La citazione è del Marchese Del Grillo

Basta non ne posso più con questa lingua abusata e violata a tal punto da costringerla a tradire la sua vocazione primaria, quella di esprimere con trasparenza e chiarezza i contenuti, almeno nella comunicazione sociale. A cosa penso? All'espressione "contratti a tutele crescenti" usata come martello pneumatico propagandistico .
Vediamo di approfondire.
Intanto l'espressione ci dice che stiamo parlando di "contratti" di lavoro per cui non c'è campo semantico che più di tutti reclami trasparenza in ogni suo aspetto per evitare che i sottoscrittori del contratto non debbano essere turlupinati da clausole ambigue o, peggio ancora truffaldine.
Ma è così nel nostro caso? Assolutamente no.
Presa così superficialmente l'espressione, alla parola semanticamente neutra "contratti" (rigorosamente al plurale perché si deve dare l'idea che d'ora in poi saranno numerosi come i posti di lavoro che si creeranno automaticamente) si accompagna la parola magica "tutele" connotata con l'attributo, anch'esso taumaturgico, "crescenti", un attributo che deriva dal sostantivo più in voga in questi ultimi anni in cui più sprofondavamo nella crisi e più risuonava in bocca ai politici la parola "crescita". Tutti per la "crescita", la confindustria, Renzi, Napolitano, Banca italia, BCE, FMI, Berlusconi, mass media (mediatori di massa degli interessi del grande capitale finanziario), pennivendoli e... persino i pescivendoli, quelli che vendono il pesce d'aprile. Insomma tutto quel circo dei "poteri forti" che hanno favorito la crisi, prima, e poi l'austerità degli altri (i soliti fessi).

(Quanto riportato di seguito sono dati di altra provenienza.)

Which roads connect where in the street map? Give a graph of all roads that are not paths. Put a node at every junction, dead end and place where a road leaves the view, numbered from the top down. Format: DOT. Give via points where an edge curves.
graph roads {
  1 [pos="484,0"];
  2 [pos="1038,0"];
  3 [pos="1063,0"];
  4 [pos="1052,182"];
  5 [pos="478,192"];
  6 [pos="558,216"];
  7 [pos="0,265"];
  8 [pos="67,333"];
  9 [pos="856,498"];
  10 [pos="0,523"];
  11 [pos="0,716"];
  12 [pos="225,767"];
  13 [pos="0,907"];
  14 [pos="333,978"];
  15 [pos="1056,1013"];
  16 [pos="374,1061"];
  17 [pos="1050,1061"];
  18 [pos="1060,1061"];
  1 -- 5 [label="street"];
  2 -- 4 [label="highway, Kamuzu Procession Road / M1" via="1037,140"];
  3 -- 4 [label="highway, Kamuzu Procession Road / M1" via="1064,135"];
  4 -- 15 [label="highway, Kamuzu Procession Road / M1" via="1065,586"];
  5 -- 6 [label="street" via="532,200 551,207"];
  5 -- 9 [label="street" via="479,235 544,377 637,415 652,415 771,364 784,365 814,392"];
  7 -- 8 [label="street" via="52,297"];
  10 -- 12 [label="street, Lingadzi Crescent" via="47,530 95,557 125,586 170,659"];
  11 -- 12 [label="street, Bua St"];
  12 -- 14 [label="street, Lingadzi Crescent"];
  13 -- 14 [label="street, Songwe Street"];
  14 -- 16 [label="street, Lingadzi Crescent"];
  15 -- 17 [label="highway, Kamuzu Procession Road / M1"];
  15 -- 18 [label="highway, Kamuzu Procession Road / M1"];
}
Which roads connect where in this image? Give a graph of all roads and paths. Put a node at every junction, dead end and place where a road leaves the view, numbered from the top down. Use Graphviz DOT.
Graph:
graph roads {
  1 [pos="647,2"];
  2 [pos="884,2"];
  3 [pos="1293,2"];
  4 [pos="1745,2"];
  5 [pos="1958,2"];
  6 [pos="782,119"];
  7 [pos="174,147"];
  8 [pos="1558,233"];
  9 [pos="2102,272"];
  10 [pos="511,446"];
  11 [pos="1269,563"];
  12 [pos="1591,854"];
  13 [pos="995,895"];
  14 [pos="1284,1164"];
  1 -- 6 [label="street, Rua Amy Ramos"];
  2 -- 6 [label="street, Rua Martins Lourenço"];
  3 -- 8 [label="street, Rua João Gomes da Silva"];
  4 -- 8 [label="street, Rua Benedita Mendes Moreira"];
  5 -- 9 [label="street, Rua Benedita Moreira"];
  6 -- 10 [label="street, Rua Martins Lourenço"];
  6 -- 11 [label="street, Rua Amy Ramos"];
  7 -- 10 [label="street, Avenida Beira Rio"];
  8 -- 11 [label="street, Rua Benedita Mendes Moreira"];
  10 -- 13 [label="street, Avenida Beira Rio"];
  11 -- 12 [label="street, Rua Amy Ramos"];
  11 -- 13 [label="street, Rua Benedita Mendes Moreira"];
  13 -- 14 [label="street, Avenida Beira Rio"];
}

Più parlavano di "crescita" e più attuavano politiche di "rigore" a senso unico, più parlavano di spending review, un eufemismo inglese che sta per tagli al welfare, cioè ai salari, alle pensioni, alla sanità, all'occupazione, ai diritti.

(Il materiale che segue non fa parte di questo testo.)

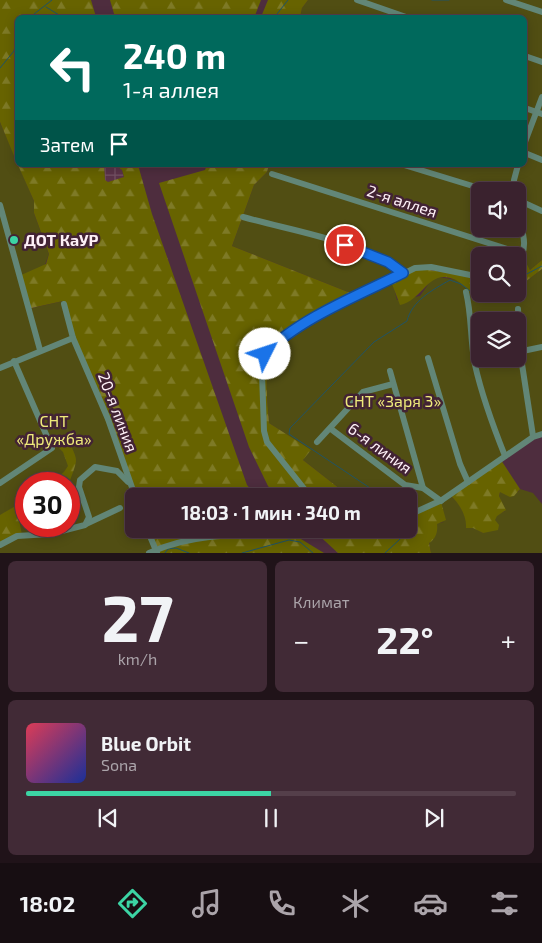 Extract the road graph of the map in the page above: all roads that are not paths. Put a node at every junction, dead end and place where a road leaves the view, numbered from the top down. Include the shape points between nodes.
1 (357, 0) edge
2 (506, 0) edge
3 (542, 12) edge
4 (400, 15) edge
5 (527, 57) edge
6 (542, 62) edge
7 (542, 97) edge
8 (527, 109) edge
9 (539, 113) edge
10 (527, 138) edge
11 (527, 154) edge
12 (542, 160) edge
13 (411, 167) edge
14 (517, 167) edge
15 (272, 174) dead end
16 (514, 182) edge
17 (471, 185) edge
18 (526, 203) edge
19 (0, 205) edge
20 (542, 210) edge
21 (2, 214) edge
22 (243, 217) dead end
23 (501, 247) edge
24 (403, 273) junction
25 (471, 275) edge
26 (466, 292) dead end
27 (64, 304) dead end
28 (518, 309) dead end
29 (471, 312) edge
30 (518, 312) edge
31 (73, 338) junction
32 (542, 347) edge
33 (40, 350) junction
34 (526, 350) edge
35 (428, 358) dead end
36 (14, 361) junction
37 (476, 367) edge
38 (522, 367) edge
39 (0, 368) edge
40 (390, 371) dead end
41 (393, 384) junction
42 (331, 430) junction
43 (542, 434) edge
44 (533, 436) junction
45 (317, 442) dead end
46 (505, 456) junction
47 (468, 482) junction
48 (0, 483) edge
49 (130, 485) junction
50 (131, 488) edge
51 (304, 488) edge
52 (423, 488) junction
53 (441, 501) junction
54 (120, 508) dead end
55 (417, 512) edge
56 (86, 524) junction
57 (152, 538) edge
58 (201, 538) edge
59 (0, 545) edge
60 (157, 551) edge
61 (149, 553) edge

1 - 4 street
2 - 3 street
5 - 6 street
7 - 9 street
8 - 9 street
9 - 10 street
11 - 12 street
13 - 17 street
14 - 16 street
15 - 23 street, 2-я аллея
18 - 20 street
19 - 21 street
21 - 33 street
22 - 24 street via 345,245 388,262
24 - 25 street via 431,267
24 - 51 street via 324,313 265,354 262,374 267,442
26 - 29 street
27 - 31 street, 20-я линия
28 - 30 street
31 - 33 street
31 - 49 street, 20-я линия via 108,419
32 - 34 street
33 - 36 street
35 - 47 street
36 - 39 street
36 - 48 street via 52,448
37 - 46 street via 488,414
38 - 44 street
40 - 41 street
41 - 42 street via 363,392
41 - 52 street
42 - 45 street
42 - 52 street, 6-я линия via 405,485
43 - 44 street
44 - 46 street
46 - 47 street
47 - 53 street
49 - 50 street, 20-я линия
49 - 56 street via 116,471 95,467 80,480 79,487 89,517
52 - 53 street, 6-я линия
53 - 55 street
54 - 56 street
56 - 59 street via 68,531 17,536
57 - 60 street
58 - 60 street via 174,542
60 - 61 street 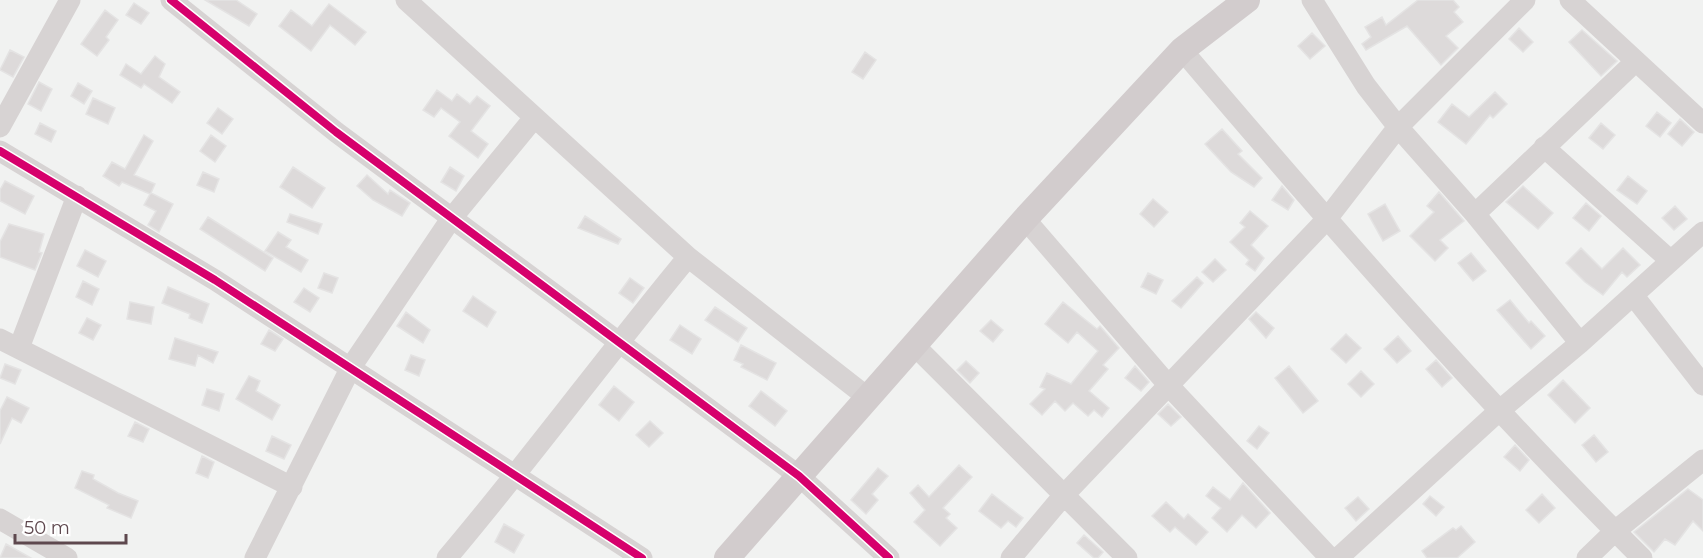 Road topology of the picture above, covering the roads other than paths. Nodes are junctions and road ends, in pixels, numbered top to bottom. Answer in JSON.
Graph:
{"nodes":[{"id":1,"x":69,"y":0,"type":"edge"},
{"id":2,"x":171,"y":0,"type":"edge"},
{"id":3,"x":406,"y":0,"type":"edge"},
{"id":4,"x":1247,"y":0,"type":"edge"},
{"id":5,"x":1312,"y":0,"type":"edge"},
{"id":6,"x":1526,"y":0,"type":"edge"},
{"id":7,"x":1570,"y":0,"type":"edge"},
{"id":8,"x":1182,"y":50,"type":"junction"},
{"id":9,"x":1636,"y":61,"type":"junction"},
{"id":10,"x":534,"y":118,"type":"junction"},
{"id":11,"x":1703,"y":123,"type":"edge"},
{"id":12,"x":0,"y":127,"type":"edge"},
{"id":13,"x":1398,"y":127,"type":"junction"},
{"id":14,"x":1545,"y":147,"type":"junction"},
{"id":15,"x":0,"y":152,"type":"edge"},
{"id":16,"x":77,"y":196,"type":"junction"},
{"id":17,"x":1475,"y":214,"type":"junction"},
{"id":18,"x":451,"y":219,"type":"junction"},
{"id":19,"x":1025,"y":219,"type":"junction"},
{"id":20,"x":1326,"y":220,"type":"junction"},
{"id":21,"x":1703,"y":232,"type":"edge"},
{"id":22,"x":688,"y":257,"type":"junction"},
{"id":23,"x":1671,"y":261,"type":"junction"},
{"id":24,"x":1633,"y":295,"type":"junction"},
{"id":25,"x":618,"y":342,"type":"junction"},
{"id":26,"x":1580,"y":343,"type":"junction"},
{"id":27,"x":10,"y":344,"type":"edge"},
{"id":28,"x":914,"y":345,"type":"junction"},
{"id":29,"x":351,"y":367,"type":"junction"},
{"id":30,"x":1703,"y":385,"type":"edge"},
{"id":31,"x":1169,"y":386,"type":"junction"},
{"id":32,"x":867,"y":398,"type":"junction"},
{"id":33,"x":1500,"y":410,"type":"junction"},
{"id":34,"x":1703,"y":460,"type":"edge"},
{"id":35,"x":799,"y":476,"type":"junction"},
{"id":36,"x":516,"y":477,"type":"junction"},
{"id":37,"x":292,"y":487,"type":"junction"},
{"id":38,"x":1064,"y":496,"type":"junction"},
{"id":39,"x":0,"y":519,"type":"edge"},
{"id":40,"x":1615,"y":531,"type":"junction"},
{"id":41,"x":67,"y":558,"type":"edge"},
{"id":42,"x":255,"y":558,"type":"edge"},
{"id":43,"x":447,"y":558,"type":"edge"},
{"id":44,"x":642,"y":558,"type":"edge"},
{"id":45,"x":727,"y":558,"type":"edge"},
{"id":46,"x":889,"y":558,"type":"edge"},
{"id":47,"x":1011,"y":558,"type":"edge"},
{"id":48,"x":1127,"y":558,"type":"edge"},
{"id":49,"x":1330,"y":558,"type":"edge"},
{"id":50,"x":1338,"y":558,"type":"edge"},
{"id":51,"x":1587,"y":558,"type":"edge"},
{"id":52,"x":1642,"y":558,"type":"edge"}],
"edges":[{"from":1,"to":12,"type":"street"},
{"from":2,"to":18,"type":"street"},
{"from":3,"to":10,"type":"street"},
{"from":4,"to":8,"type":"main road"},
{"from":5,"to":13,"type":"street"},
{"from":6,"to":13,"type":"street"},
{"from":7,"to":9,"type":"street"},
{"from":8,"to":19,"type":"main road"},
{"from":8,"to":20,"type":"street"},
{"from":9,"to":11,"type":"street"},
{"from":9,"to":14,"type":"street"},
{"from":10,"to":18,"type":"street"},
{"from":10,"to":22,"type":"street"},
{"from":13,"to":17,"type":"street"},
{"from":13,"to":20,"type":"street"},
{"from":14,"to":17,"type":"street"},
{"from":14,"to":23,"type":"street"},
{"from":15,"to":16,"type":"street"},
{"from":16,"to":27,"type":"street"},
{"from":16,"to":29,"type":"street"},
{"from":17,"to":26,"type":"street"},
{"from":18,"to":25,"type":"street"},
{"from":18,"to":29,"type":"street"},
{"from":19,"to":28,"type":"main road"},
{"from":19,"to":31,"type":"street"},
{"from":20,"to":31,"type":"street"},
{"from":20,"to":33,"type":"street"},
{"from":21,"to":23,"type":"street"},
{"from":22,"to":25,"type":"street"},
{"from":22,"to":32,"type":"street"},
{"from":23,"to":24,"type":"street"},
{"from":24,"to":26,"type":"street"},
{"from":24,"to":30,"type":"street"},
{"from":25,"to":35,"type":"street"},
{"from":25,"to":36,"type":"street"},
{"from":26,"to":33,"type":"street"},
{"from":27,"to":37,"type":"street"},
{"from":28,"to":32,"type":"main road"},
{"from":28,"to":38,"type":"street"},
{"from":29,"to":36,"type":"street"},
{"from":29,"to":37,"type":"street"},
{"from":31,"to":38,"type":"street"},
{"from":31,"to":49,"type":"street"},
{"from":32,"to":35,"type":"main road"},
{"from":33,"to":40,"type":"street"},
{"from":33,"to":50,"type":"street"},
{"from":34,"to":40,"type":"street"},
{"from":35,"to":45,"type":"main road"},
{"from":35,"to":46,"type":"street"},
{"from":36,"to":43,"type":"street"},
{"from":36,"to":44,"type":"street"},
{"from":37,"to":42,"type":"street"},
{"from":38,"to":47,"type":"street"},
{"from":38,"to":48,"type":"street"},
{"from":39,"to":41,"type":"street"},
{"from":40,"to":51,"type":"street"},
{"from":40,"to":52,"type":"street"}]}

Ma torniamo al nostro ragionamento.
L'espressione ruota intorno al semema "tutele", quindi si vuol significare che si tratta di contratti che tutelano, danno tutele.
Non solo e non basta.
Venghino signori, venghino! vi offriamo non solo tutele, vogliamo stupirvi con effetti speciali, vi offriamo "tutele crescenti", nel senso che crescono, lievitano, aumentano. Fin dove? Ciascuno con la propria fantasia, i propri sogni, le proprie aspirazioni può rispondere e mettere i confini dove vuole. L'importante è accendere i sogni, la speranza, poi magari mentre tutti sono nello stato onirico i signori delle "tutele crescenti" aboliscono l'art. 18, che tutelava almeno dall'arbitrio, dalla discriminazione, dal ricatto del licenziamento senza giusta causa.
Non solo.
Aboliscono l'art. 18 perché, così sostengono, sarebbe un "privilegio" delle categorie "tutelate" a discapito di chi non lo è. Perciò tutele per nessuno, così si parte tutti dallo stesso punto, cioè dall'assenza totale di tutele per tutti.
E il punto è qui.
Per parlare di tutele crescenti bisogna partire da zero tutele, quindi si tolgono, si azzerano. Chi fa un primo contratto di lavoro è completamente alla mercé della parte contrattuale forte, il datore di lavoro che si ritrova ad avere tutte per sé riconosciute e sancite per legge le tutele che eserciterà, ovviamente ed esclusivamente per i propri interessi. Questo è l'inganno, la truffa contenuta nell'espressione "contratto a tutele crescenti". Chi si beve questo slogan pubblicitario ha l'impressione che sia una cosa buona, favorevole per chi aspira al lavoro.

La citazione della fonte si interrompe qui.